▸ WHAT YOU WILL DO
Print the data that follows again, keeping every line exact.
BEGIN
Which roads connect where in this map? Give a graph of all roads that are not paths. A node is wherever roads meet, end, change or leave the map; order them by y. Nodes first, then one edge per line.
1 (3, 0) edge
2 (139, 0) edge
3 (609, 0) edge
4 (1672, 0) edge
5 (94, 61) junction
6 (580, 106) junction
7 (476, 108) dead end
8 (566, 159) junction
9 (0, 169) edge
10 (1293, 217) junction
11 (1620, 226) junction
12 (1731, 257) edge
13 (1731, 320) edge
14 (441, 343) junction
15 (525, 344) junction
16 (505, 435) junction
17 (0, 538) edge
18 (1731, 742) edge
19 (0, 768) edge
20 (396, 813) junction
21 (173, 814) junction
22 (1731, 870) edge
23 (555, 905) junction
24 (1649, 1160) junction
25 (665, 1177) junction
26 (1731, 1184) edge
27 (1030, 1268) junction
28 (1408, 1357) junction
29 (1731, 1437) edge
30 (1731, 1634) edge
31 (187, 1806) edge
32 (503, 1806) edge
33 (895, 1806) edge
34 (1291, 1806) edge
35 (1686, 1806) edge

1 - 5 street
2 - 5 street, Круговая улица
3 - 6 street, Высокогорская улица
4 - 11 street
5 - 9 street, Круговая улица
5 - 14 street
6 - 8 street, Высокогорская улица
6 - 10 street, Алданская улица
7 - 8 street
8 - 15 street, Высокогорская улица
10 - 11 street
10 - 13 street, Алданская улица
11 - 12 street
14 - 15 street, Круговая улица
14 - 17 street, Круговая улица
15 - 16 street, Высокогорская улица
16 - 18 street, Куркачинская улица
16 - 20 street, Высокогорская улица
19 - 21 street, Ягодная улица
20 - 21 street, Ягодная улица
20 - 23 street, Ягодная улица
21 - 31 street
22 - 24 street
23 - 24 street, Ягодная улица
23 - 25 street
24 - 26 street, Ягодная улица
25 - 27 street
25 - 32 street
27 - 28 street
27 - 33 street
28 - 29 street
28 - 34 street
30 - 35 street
END
▸ RESPONSE AREA
Which roads connect where in this map? Give a graph of all roads that are not paths. A node is wherever roads meet, end, change or leave the map; order them by y. Nodes first, then one edge per line.
1 (3, 0) edge
2 (139, 0) edge
3 (609, 0) edge
4 (1672, 0) edge
5 (94, 61) junction
6 (580, 106) junction
7 (476, 108) dead end
8 (566, 159) junction
9 (0, 169) edge
10 (1293, 217) junction
11 (1620, 226) junction
12 (1731, 257) edge
13 (1731, 320) edge
14 (441, 343) junction
15 (525, 344) junction
16 (505, 435) junction
17 (0, 538) edge
18 (1731, 742) edge
19 (0, 768) edge
20 (396, 813) junction
21 (173, 814) junction
22 (1731, 870) edge
23 (555, 905) junction
24 (1649, 1160) junction
25 (665, 1177) junction
26 (1731, 1184) edge
27 (1030, 1268) junction
28 (1408, 1357) junction
29 (1731, 1437) edge
30 (1731, 1634) edge
31 (187, 1806) edge
32 (503, 1806) edge
33 (895, 1806) edge
34 (1291, 1806) edge
35 (1686, 1806) edge

1 - 5 street
2 - 5 street, Круговая улица
3 - 6 street, Высокогорская улица
4 - 11 street
5 - 9 street, Круговая улица
5 - 14 street
6 - 8 street, Высокогорская улица
6 - 10 street, Алданская улица
7 - 8 street
8 - 15 street, Высокогорская улица
10 - 11 street
10 - 13 street, Алданская улица
11 - 12 street
14 - 15 street, Круговая улица
14 - 17 street, Круговая улица
15 - 16 street, Высокогорская улица
16 - 18 street, Куркачинская улица
16 - 20 street, Высокогорская улица
19 - 21 street, Ягодная улица
20 - 21 street, Ягодная улица
20 - 23 street, Ягодная улица
21 - 31 street
22 - 24 street
23 - 24 street, Ягодная улица
23 - 25 street
24 - 26 street, Ягодная улица
25 - 27 street
25 - 32 street
27 - 28 street
27 - 33 street
28 - 29 street
28 - 34 street
30 - 35 street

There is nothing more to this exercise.